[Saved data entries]
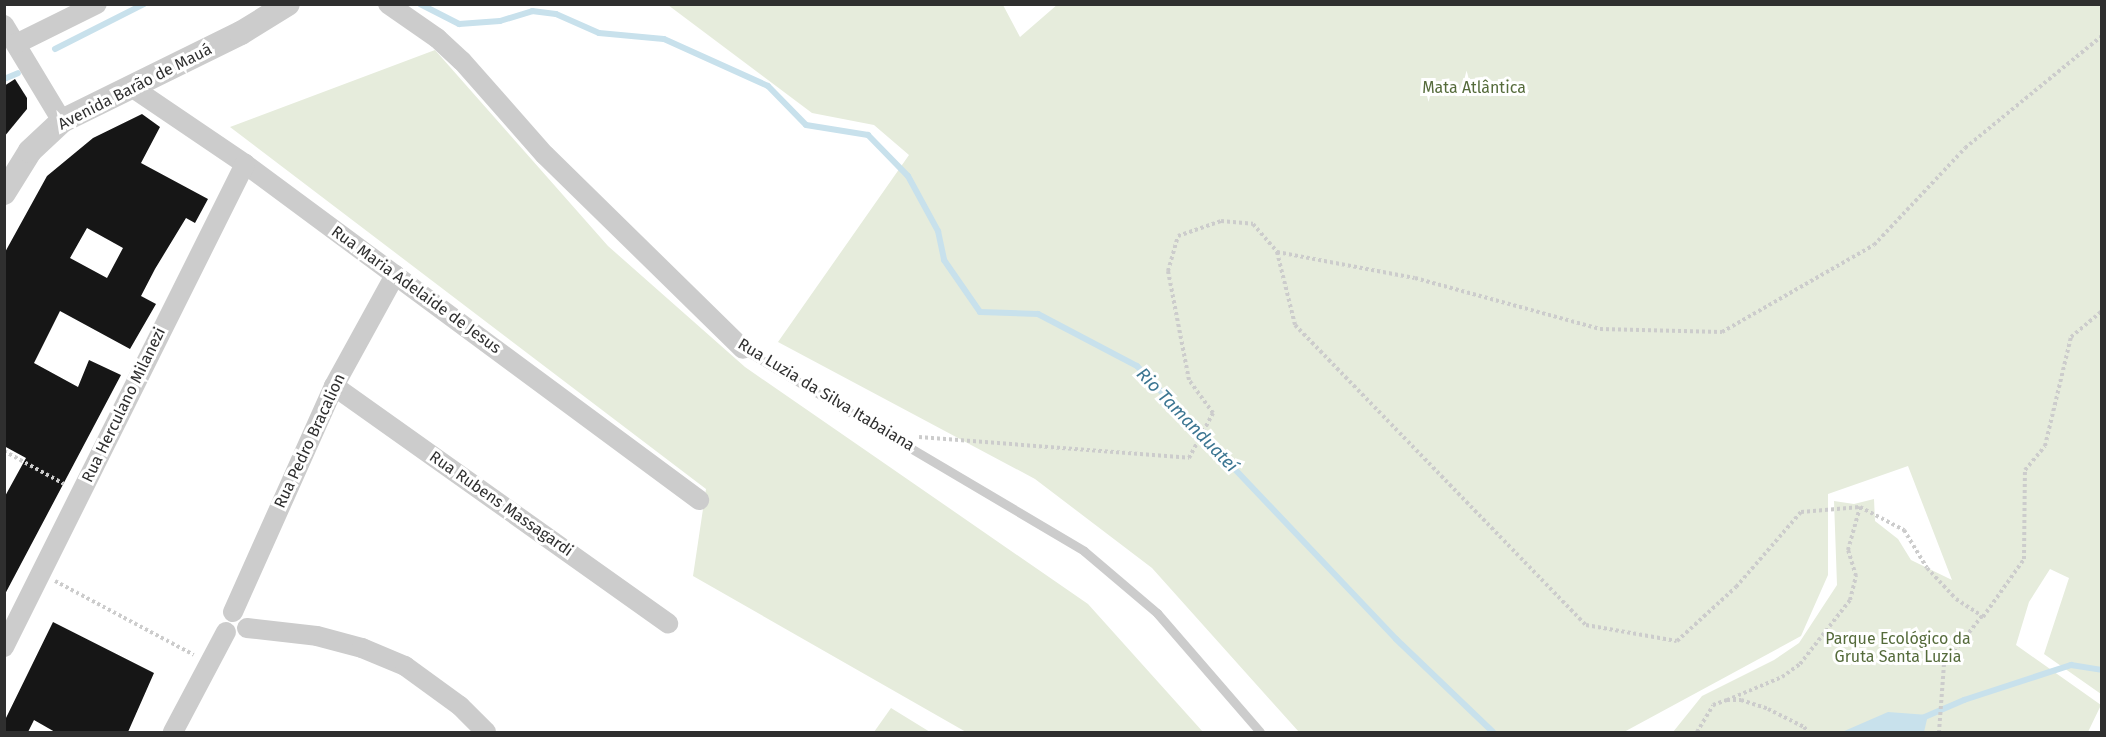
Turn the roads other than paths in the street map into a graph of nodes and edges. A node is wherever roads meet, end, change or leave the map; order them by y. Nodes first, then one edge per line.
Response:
1 (97, 4) edge
2 (288, 4) edge
3 (388, 4) edge
4 (8, 32) edge
5 (130, 86) junction
6 (62, 121) junction
7 (244, 164) junction
8 (4, 193) edge
9 (395, 275) junction
10 (743, 349) joint
11 (334, 386) junction
12 (699, 500) dead end
13 (233, 612) junction
14 (668, 623) dead end
15 (247, 628) junction
16 (226, 632) junction
17 (4, 647) edge
18 (173, 732) edge
19 (486, 732) edge
20 (1260, 732) edge

1 - 4 street
2 - 5 street, Avenida Barão de Mauá
3 - 10 street, Rua Luzia da Silva Itabaiana
4 - 6 street
5 - 6 street, Avenida Barão de Mauá
5 - 7 street, Rua Maria Adelaide de Jesus
6 - 8 street, Avenida Barão de Mauá
7 - 9 street, Rua Maria Adelaide de Jesus
7 - 17 street, Rua Herculano Milanezi
9 - 11 street, Rua Pedro Bracalion
9 - 12 street, Rua Maria Adelaide de Jesus
10 - 20 lane, Rua Luzia da Silva Itabaiana
11 - 13 street, Rua Pedro Bracalion
11 - 14 street, Rua Rubens Massagardi
13 - 15 street
13 - 16 street
15 - 16 street
15 - 19 street
16 - 18 street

(Work task):
Could you copy every record above exactly, leaving out the pictures?

(Answer section):
Turn the roads other than paths in the street map into a graph of nodes and edges. A node is wherever roads meet, end, change or leave the map; order them by y. Nodes first, then one edge per line.
Response:
1 (97, 4) edge
2 (288, 4) edge
3 (388, 4) edge
4 (8, 32) edge
5 (130, 86) junction
6 (62, 121) junction
7 (244, 164) junction
8 (4, 193) edge
9 (395, 275) junction
10 (743, 349) joint
11 (334, 386) junction
12 (699, 500) dead end
13 (233, 612) junction
14 (668, 623) dead end
15 (247, 628) junction
16 (226, 632) junction
17 (4, 647) edge
18 (173, 732) edge
19 (486, 732) edge
20 (1260, 732) edge

1 - 4 street
2 - 5 street, Avenida Barão de Mauá
3 - 10 street, Rua Luzia da Silva Itabaiana
4 - 6 street
5 - 6 street, Avenida Barão de Mauá
5 - 7 street, Rua Maria Adelaide de Jesus
6 - 8 street, Avenida Barão de Mauá
7 - 9 street, Rua Maria Adelaide de Jesus
7 - 17 street, Rua Herculano Milanezi
9 - 11 street, Rua Pedro Bracalion
9 - 12 street, Rua Maria Adelaide de Jesus
10 - 20 lane, Rua Luzia da Silva Itabaiana
11 - 13 street, Rua Pedro Bracalion
11 - 14 street, Rua Rubens Massagardi
13 - 15 street
13 - 16 street
15 - 16 street
15 - 19 street
16 - 18 street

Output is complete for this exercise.